WHAT IS REQUIRED:
Nothing in the records may be left out or altered; reproduce them all exactly.

Data excerpts:
+ + +

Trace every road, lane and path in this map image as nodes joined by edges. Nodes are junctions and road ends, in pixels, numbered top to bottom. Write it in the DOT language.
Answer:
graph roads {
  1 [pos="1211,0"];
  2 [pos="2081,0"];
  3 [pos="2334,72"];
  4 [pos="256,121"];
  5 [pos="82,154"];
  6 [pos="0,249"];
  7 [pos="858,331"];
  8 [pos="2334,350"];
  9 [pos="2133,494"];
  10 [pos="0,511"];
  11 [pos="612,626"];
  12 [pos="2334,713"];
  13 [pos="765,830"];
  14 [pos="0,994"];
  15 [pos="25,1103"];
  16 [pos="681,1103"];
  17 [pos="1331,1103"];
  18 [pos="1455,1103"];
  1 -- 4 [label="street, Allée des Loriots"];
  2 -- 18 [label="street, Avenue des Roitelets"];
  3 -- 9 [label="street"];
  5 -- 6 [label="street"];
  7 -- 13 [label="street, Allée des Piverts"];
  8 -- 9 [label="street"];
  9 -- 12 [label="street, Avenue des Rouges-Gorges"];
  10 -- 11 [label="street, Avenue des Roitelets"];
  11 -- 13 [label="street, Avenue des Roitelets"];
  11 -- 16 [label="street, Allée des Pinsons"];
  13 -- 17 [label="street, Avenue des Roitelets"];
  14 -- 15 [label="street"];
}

+ + +

ANSWER BOX:
Trace every road, lane and path in this map image as nodes joined by edges. Nodes are junctions and road ends, in pixels, numbered top to bottom. Write it in the DOT language.
Answer:
graph roads {
  1 [pos="1211,0"];
  2 [pos="2081,0"];
  3 [pos="2334,72"];
  4 [pos="256,121"];
  5 [pos="82,154"];
  6 [pos="0,249"];
  7 [pos="858,331"];
  8 [pos="2334,350"];
  9 [pos="2133,494"];
  10 [pos="0,511"];
  11 [pos="612,626"];
  12 [pos="2334,713"];
  13 [pos="765,830"];
  14 [pos="0,994"];
  15 [pos="25,1103"];
  16 [pos="681,1103"];
  17 [pos="1331,1103"];
  18 [pos="1455,1103"];
  1 -- 4 [label="street, Allée des Loriots"];
  2 -- 18 [label="street, Avenue des Roitelets"];
  3 -- 9 [label="street"];
  5 -- 6 [label="street"];
  7 -- 13 [label="street, Allée des Piverts"];
  8 -- 9 [label="street"];
  9 -- 12 [label="street, Avenue des Rouges-Gorges"];
  10 -- 11 [label="street, Avenue des Roitelets"];
  11 -- 13 [label="street, Avenue des Roitelets"];
  11 -- 16 [label="street, Allée des Pinsons"];
  13 -- 17 [label="street, Avenue des Roitelets"];
  14 -- 15 [label="street"];
}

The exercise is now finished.